[Activity]: The required lines are those that contain "Seyran"; pull them out of the data and copy them.

[Extracted records]:

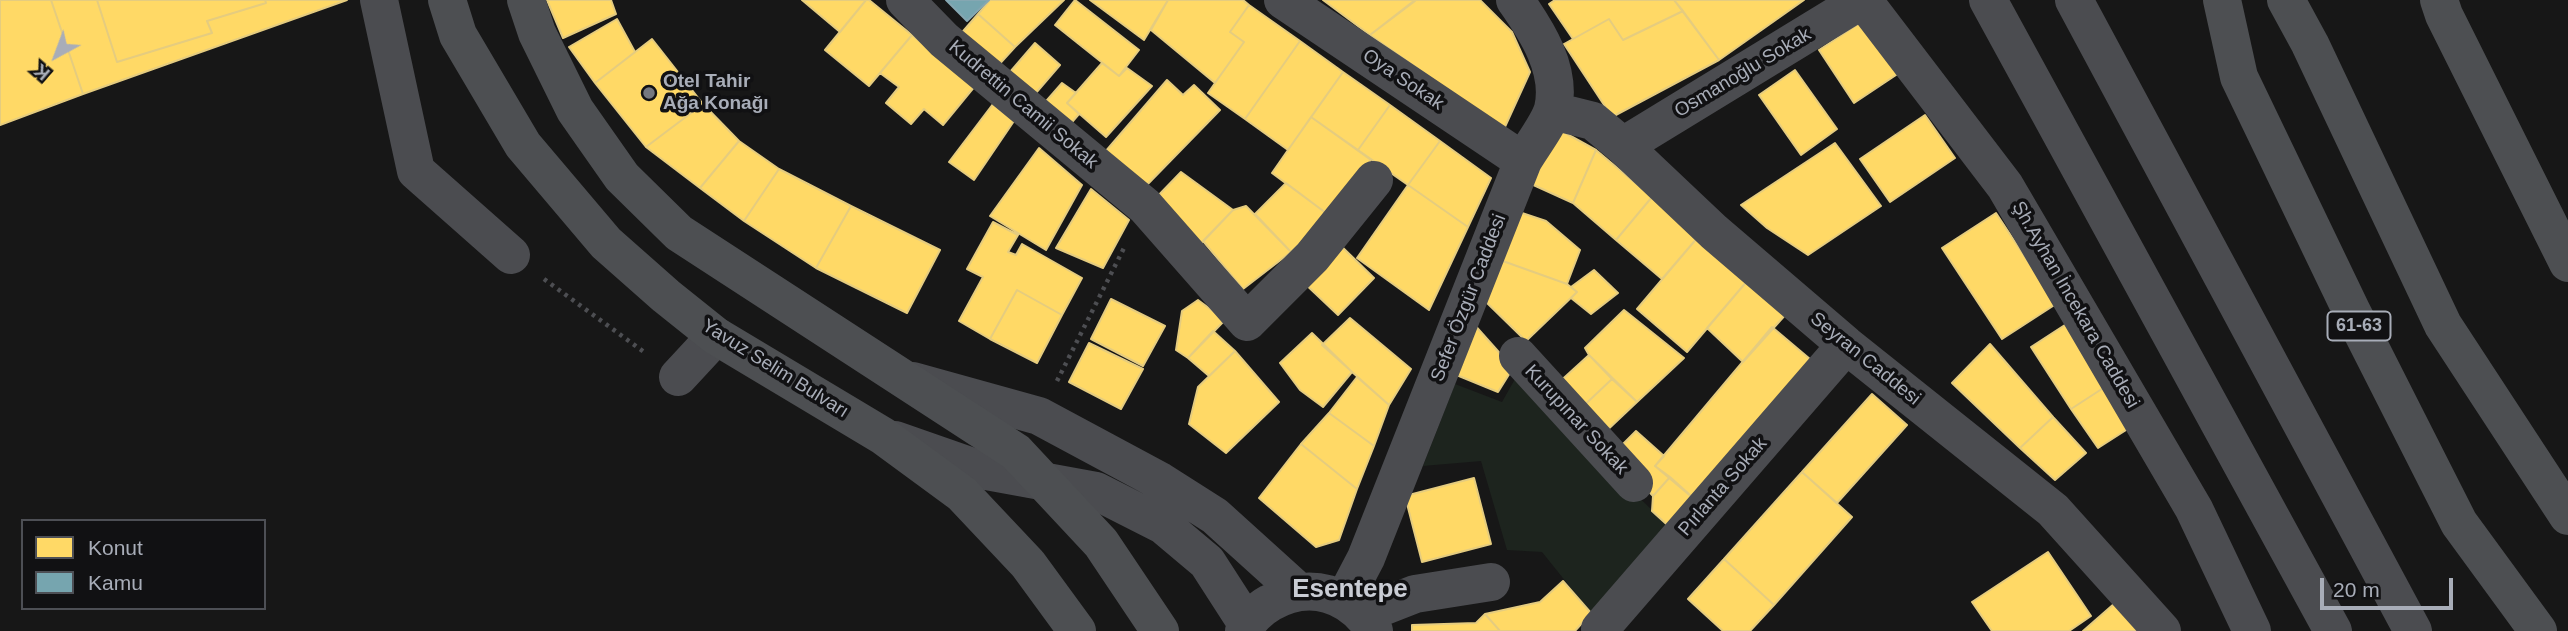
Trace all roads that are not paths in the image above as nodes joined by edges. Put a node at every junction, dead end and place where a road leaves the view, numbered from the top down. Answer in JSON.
{"nodes":[{"id":1,"x":379,"y":0,"type":"edge"},
{"id":2,"x":447,"y":0,"type":"edge"},
{"id":3,"x":526,"y":0,"type":"edge"},
{"id":4,"x":905,"y":0,"type":"edge"},
{"id":5,"x":1283,"y":0,"type":"edge"},
{"id":6,"x":1515,"y":0,"type":"edge"},
{"id":7,"x":1862,"y":0,"type":"edge"},
{"id":8,"x":1988,"y":0,"type":"edge"},
{"id":9,"x":2074,"y":0,"type":"edge"},
{"id":10,"x":2221,"y":0,"type":"edge"},
{"id":11,"x":2286,"y":0,"type":"edge"},
{"id":12,"x":2439,"y":0,"type":"edge"},
{"id":13,"x":1553,"y":111,"type":"junction"},
{"id":14,"x":1623,"y":146,"type":"junction"},
{"id":15,"x":1523,"y":160,"type":"junction"},
{"id":16,"x":1374,"y":180,"type":"dead end"},
{"id":17,"x":512,"y":255,"type":"road end"},
{"id":18,"x":2568,"y":263,"type":"edge"},
{"id":19,"x":716,"y":336,"type":"junction"},
{"id":20,"x":1846,"y":345,"type":"junction"},
{"id":21,"x":1518,"y":356,"type":"dead end"},
{"id":22,"x":678,"y":377,"type":"road end"},
{"id":23,"x":905,"y":379,"type":"junction"},
{"id":24,"x":883,"y":436,"type":"junction"},
{"id":25,"x":1043,"y":482,"type":"junction"},
{"id":26,"x":1634,"y":483,"type":"dead end"},
{"id":27,"x":2568,"y":516,"type":"edge"},
{"id":28,"x":1491,"y":582,"type":"dead end"},
{"id":29,"x":1299,"y":592,"type":"junction"},
{"id":30,"x":1361,"y":615,"type":"edge"},
{"id":31,"x":1245,"y":627,"type":"edge"},
{"id":32,"x":1600,"y":629,"type":"dead end"},
{"id":33,"x":1077,"y":631,"type":"edge"},
{"id":34,"x":1160,"y":631,"type":"edge"},
{"id":35,"x":2162,"y":631,"type":"edge"},
{"id":36,"x":2252,"y":631,"type":"edge"},
{"id":37,"x":2333,"y":631,"type":"edge"},
{"id":38,"x":2413,"y":631,"type":"edge"},
{"id":39,"x":2538,"y":631,"type":"edge"}],
"edges":[{"from":1,"to":17,"type":"street"},
{"from":2,"to":19,"type":"main road","name":"Yavuz Selim Bulvarı"},
{"from":3,"to":23,"type":"main road"},
{"from":4,"to":16,"type":"street","name":"Kudrettin Camii Sokak"},
{"from":5,"to":15,"type":"street","name":"Oya Sokak"},
{"from":6,"to":13,"type":"street","name":"Sefer Özgür Caddesi"},
{"from":7,"to":14,"type":"street","name":"Osmanoğlu Sokak"},
{"from":7,"to":36,"type":"street","name":"Şh.Ayhan İncekara Caddesi"},
{"from":8,"to":37,"type":"street"},
{"from":9,"to":38,"type":"street"},
{"from":10,"to":39,"type":"main road","number":"61-63"},
{"from":11,"to":27,"type":"main road"},
{"from":12,"to":18,"type":"main road"},
{"from":13,"to":14,"type":"street","name":"Seyran Caddesi"},
{"from":13,"to":15,"type":"street","name":"Sefer Özgür Caddesi"},
{"from":14,"to":20,"type":"street","name":"Seyran Caddesi"},
{"from":15,"to":30,"type":"street","name":"Sefer Özgür Caddesi"},
{"from":19,"to":22,"type":"street"},
{"from":19,"to":24,"type":"main road","name":"Yavuz Selim Bulvarı"},
{"from":20,"to":32,"type":"street","name":"Pırlanta Sokak"},
{"from":20,"to":35,"type":"street","name":"Seyran Caddesi"},
{"from":21,"to":26,"type":"street","name":"Kurupınar Sokak"},
{"from":23,"to":25,"type":"main road"},
{"from":23,"to":29,"type":"street"},
{"from":24,"to":25,"type":"street","name":"Yavuz Selim Bulvarı"},
{"from":24,"to":33,"type":"main road","name":"Yavuz Selim Bulvarı"},
{"from":25,"to":31,"type":"street","name":"Yavuz Selim Bulvarı"},
{"from":25,"to":34,"type":"main road"},
{"from":28,"to":30,"type":"street"},
{"from":29,"to":30,"type":"street"},
{"from":29,"to":31,"type":"street","name":"Yavuz Selim Bulvarı"}]}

[Solved exercise]:
{"from":13,"to":14,"type":"street","name":"Seyran Caddesi"},
{"from":14,"to":20,"type":"street","name":"Seyran Caddesi"},
{"from":20,"to":35,"type":"street","name":"Seyran Caddesi"},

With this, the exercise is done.